Co najmniej 19 osób zginęło, a 37 zostało rannych w wyniku omyłkowego zbombardowania szpitala prowadzonego przez organizację Lekarze Bez Granic. Do incydentu doszło w afgańskim Kunduz. Dowódca wojsk USA w Afganistanie gen. John Campbell przeprosił za atak.
Kancelaria prezydenta Afganistanu Aszrafa Ghaniego oświadczyła, że amerykański generał przeprosił za zbombardowanie szpitala. Generał Campbell przekazał prezydentowi szczegóły dotyczące ataku i przeprosił - brzmi komunikat kancelarii.
Organizacja Lekarze bez Granic poinformowała o ataku na placówkę szpitalną, w której przebywało ponad stu pacjentów. Do ataku doszło w nocy z piątku na sobotę.
Afgańskie ministerstwo obrony oświadczyło, że w szpitalu wtargnęli terroryści uzbrojeni w ciężką broń i światła.
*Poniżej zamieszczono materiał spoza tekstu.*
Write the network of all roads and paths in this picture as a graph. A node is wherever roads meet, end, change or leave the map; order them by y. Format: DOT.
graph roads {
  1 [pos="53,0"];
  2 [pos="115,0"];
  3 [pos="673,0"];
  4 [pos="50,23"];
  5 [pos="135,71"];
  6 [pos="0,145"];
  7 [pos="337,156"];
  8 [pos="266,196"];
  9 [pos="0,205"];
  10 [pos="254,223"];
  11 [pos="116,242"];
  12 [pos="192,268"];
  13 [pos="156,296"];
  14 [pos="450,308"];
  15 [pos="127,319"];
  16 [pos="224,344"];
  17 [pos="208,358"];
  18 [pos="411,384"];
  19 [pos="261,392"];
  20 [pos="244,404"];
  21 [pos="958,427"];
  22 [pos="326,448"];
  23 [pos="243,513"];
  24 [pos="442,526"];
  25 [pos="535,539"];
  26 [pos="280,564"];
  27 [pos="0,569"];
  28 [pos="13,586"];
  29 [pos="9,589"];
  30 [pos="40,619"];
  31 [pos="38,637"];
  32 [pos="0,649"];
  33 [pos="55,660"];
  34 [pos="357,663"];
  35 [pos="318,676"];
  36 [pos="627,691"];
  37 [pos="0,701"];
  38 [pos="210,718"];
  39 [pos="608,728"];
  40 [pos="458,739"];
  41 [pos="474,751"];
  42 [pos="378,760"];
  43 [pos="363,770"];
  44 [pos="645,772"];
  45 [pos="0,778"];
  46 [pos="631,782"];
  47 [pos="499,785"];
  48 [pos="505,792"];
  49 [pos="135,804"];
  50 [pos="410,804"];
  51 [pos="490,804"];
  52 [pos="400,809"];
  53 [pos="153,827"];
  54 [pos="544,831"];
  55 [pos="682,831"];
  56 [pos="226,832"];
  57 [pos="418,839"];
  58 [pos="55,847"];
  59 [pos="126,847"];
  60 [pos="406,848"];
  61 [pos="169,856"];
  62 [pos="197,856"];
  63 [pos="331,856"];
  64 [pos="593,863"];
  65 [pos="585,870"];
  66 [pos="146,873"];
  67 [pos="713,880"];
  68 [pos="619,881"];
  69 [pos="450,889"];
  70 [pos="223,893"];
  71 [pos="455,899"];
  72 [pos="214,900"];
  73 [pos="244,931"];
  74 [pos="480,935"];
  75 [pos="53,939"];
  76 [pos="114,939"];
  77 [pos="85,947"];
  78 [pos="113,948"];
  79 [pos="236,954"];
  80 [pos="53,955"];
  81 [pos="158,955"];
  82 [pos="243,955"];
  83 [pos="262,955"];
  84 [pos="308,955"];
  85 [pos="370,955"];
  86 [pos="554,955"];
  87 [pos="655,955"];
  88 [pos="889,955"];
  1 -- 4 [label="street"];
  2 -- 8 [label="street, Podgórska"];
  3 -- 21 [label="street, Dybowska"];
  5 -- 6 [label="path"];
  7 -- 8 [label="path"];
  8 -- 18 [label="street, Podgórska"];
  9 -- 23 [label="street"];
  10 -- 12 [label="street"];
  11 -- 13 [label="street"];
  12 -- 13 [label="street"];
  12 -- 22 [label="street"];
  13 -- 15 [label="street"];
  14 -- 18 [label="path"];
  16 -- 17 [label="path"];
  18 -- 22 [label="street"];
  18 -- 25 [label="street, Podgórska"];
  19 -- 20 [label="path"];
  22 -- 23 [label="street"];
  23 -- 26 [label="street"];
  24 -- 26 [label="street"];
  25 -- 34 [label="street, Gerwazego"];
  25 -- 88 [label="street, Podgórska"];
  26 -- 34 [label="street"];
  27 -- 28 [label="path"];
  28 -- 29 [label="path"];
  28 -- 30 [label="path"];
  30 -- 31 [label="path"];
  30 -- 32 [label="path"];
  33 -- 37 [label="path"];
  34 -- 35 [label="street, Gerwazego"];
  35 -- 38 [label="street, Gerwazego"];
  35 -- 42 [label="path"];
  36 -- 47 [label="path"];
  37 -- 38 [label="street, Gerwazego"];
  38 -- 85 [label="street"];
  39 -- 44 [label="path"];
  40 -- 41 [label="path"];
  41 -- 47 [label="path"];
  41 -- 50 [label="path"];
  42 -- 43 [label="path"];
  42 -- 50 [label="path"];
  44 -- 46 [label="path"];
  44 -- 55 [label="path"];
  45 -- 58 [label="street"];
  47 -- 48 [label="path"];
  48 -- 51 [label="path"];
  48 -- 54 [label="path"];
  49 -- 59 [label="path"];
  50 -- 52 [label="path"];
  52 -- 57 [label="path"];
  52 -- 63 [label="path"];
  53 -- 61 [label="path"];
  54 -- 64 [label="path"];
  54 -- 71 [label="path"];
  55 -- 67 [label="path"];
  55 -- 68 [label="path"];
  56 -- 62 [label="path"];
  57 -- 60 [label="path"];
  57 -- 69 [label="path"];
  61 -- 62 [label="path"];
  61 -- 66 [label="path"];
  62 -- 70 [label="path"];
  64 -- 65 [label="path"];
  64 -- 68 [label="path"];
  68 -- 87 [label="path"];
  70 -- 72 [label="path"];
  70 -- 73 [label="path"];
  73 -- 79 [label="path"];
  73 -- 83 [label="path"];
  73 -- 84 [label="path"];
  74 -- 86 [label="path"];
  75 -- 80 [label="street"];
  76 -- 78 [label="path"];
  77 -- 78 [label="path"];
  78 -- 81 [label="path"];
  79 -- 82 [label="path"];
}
Mieli używać ludzi wewnątrz jako tarcz, gdy strzelali w kierunku afgańskich sił bezpieczeństwa.
Rzecznik ministerstwa spraw wewnętrznych Sedik Sedikki poinformował, że 10-15 terrorystów ukrywało się w szpitalu w chwili bombardowania. – Wszyscy terroryści zginęli, ale również straciliśmy lekarzy – powiedział. Dodał też, że 80 członków personelu szpitala, w tym 15 cudzoziemców, zostało zabranych w bezpieczne miejsce.